Stored data:
————
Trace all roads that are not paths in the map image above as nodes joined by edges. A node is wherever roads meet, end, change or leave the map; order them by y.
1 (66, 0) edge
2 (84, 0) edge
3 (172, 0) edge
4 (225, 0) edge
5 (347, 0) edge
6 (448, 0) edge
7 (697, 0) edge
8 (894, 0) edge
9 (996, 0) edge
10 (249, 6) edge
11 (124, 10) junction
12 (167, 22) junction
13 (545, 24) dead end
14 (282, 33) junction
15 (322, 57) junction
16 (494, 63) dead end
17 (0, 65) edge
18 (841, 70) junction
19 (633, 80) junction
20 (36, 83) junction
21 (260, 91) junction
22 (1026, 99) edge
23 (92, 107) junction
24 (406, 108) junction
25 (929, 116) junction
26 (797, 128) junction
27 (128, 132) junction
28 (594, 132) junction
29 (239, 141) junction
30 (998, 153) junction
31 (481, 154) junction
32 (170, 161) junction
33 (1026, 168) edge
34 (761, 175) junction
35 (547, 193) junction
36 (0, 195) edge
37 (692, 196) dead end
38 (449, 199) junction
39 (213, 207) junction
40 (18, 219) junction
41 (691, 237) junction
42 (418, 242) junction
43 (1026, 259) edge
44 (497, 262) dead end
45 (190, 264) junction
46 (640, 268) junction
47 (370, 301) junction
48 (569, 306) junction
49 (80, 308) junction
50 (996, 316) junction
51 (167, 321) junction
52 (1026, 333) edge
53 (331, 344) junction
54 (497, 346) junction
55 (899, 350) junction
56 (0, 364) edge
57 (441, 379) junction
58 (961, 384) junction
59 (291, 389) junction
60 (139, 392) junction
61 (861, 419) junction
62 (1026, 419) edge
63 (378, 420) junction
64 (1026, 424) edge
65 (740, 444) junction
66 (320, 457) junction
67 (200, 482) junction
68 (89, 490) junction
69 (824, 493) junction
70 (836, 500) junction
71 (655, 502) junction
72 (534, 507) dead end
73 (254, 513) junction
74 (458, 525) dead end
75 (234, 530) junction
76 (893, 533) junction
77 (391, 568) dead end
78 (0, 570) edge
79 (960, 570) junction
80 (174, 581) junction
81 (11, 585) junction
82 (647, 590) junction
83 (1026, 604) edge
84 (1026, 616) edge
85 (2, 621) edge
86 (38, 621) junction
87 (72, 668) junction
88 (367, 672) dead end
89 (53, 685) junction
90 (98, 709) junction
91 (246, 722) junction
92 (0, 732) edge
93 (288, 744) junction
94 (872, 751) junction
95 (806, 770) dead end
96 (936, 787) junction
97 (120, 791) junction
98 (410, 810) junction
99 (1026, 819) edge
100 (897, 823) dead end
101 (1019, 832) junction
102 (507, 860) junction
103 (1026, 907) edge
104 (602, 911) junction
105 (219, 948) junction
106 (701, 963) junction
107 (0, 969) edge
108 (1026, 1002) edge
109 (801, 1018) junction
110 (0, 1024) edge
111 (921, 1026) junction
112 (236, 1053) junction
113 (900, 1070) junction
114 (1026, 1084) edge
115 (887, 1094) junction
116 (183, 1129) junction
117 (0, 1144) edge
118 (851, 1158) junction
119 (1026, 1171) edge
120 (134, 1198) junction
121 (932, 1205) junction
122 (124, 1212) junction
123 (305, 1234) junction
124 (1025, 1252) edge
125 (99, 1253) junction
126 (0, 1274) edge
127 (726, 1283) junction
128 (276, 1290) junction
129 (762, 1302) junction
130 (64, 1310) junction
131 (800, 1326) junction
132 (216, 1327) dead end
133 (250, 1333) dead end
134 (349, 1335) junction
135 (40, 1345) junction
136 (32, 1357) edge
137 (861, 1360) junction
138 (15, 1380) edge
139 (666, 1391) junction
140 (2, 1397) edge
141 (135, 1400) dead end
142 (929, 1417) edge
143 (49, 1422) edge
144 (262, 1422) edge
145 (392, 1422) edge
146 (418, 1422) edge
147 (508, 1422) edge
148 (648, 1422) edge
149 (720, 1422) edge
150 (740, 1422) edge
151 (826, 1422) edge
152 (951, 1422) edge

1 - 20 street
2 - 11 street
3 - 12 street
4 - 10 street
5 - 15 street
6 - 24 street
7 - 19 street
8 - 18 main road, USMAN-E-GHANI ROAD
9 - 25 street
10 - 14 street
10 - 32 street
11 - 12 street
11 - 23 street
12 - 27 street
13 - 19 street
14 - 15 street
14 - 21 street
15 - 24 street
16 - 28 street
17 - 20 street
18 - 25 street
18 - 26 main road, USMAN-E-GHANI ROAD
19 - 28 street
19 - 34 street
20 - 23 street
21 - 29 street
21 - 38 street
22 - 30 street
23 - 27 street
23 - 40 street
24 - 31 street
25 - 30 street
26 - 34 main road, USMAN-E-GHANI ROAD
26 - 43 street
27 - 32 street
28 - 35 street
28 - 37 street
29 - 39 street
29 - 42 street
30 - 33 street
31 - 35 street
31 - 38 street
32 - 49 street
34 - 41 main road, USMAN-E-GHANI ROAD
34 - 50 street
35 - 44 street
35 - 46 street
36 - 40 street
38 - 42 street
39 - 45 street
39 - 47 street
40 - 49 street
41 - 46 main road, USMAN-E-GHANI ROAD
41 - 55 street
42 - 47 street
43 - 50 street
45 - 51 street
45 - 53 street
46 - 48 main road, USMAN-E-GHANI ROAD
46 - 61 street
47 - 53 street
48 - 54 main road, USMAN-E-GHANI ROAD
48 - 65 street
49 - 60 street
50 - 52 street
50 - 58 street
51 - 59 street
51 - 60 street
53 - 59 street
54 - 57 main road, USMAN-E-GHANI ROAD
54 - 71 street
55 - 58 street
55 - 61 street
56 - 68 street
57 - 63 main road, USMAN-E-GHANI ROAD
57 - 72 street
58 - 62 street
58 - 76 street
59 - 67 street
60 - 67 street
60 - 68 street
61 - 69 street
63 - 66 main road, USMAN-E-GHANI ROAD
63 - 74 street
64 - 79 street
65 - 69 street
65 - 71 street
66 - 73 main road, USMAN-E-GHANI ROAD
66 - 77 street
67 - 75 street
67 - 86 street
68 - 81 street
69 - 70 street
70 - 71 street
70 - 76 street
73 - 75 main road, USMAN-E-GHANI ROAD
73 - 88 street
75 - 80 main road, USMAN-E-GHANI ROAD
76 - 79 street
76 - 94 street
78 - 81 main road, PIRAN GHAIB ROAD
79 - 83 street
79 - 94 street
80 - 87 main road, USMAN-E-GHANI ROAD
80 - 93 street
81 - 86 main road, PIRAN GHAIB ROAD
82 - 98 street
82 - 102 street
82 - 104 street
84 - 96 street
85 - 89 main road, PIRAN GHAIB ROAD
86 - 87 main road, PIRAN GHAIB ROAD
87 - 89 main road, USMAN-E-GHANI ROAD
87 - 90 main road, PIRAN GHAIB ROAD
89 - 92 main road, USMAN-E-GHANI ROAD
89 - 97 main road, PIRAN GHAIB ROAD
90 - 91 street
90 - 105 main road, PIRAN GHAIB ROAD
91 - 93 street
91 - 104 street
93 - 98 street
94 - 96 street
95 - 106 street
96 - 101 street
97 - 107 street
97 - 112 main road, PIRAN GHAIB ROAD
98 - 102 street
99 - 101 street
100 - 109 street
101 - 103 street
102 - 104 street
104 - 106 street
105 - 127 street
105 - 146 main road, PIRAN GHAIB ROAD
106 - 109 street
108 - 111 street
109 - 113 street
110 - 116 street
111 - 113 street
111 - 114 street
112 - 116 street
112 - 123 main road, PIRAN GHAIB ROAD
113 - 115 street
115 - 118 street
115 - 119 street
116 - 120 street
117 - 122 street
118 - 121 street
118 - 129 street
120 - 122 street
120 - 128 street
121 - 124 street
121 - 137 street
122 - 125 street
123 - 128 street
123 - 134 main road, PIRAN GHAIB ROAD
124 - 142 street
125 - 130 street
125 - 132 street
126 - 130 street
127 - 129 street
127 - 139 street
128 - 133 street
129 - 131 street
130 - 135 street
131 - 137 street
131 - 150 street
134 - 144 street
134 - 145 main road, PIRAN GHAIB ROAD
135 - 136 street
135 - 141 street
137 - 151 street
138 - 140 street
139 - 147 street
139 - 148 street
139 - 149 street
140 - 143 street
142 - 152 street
————
Would you please return all lines of the data that include the word "PIRAN"?

78 - 81 main road, PIRAN GHAIB ROAD
81 - 86 main road, PIRAN GHAIB ROAD
85 - 89 main road, PIRAN GHAIB ROAD
86 - 87 main road, PIRAN GHAIB ROAD
87 - 90 main road, PIRAN GHAIB ROAD
89 - 97 main road, PIRAN GHAIB ROAD
90 - 105 main road, PIRAN GHAIB ROAD
97 - 112 main road, PIRAN GHAIB ROAD
105 - 146 main road, PIRAN GHAIB ROAD
112 - 123 main road, PIRAN GHAIB ROAD
123 - 134 main road, PIRAN GHAIB ROAD
134 - 145 main road, PIRAN GHAIB ROAD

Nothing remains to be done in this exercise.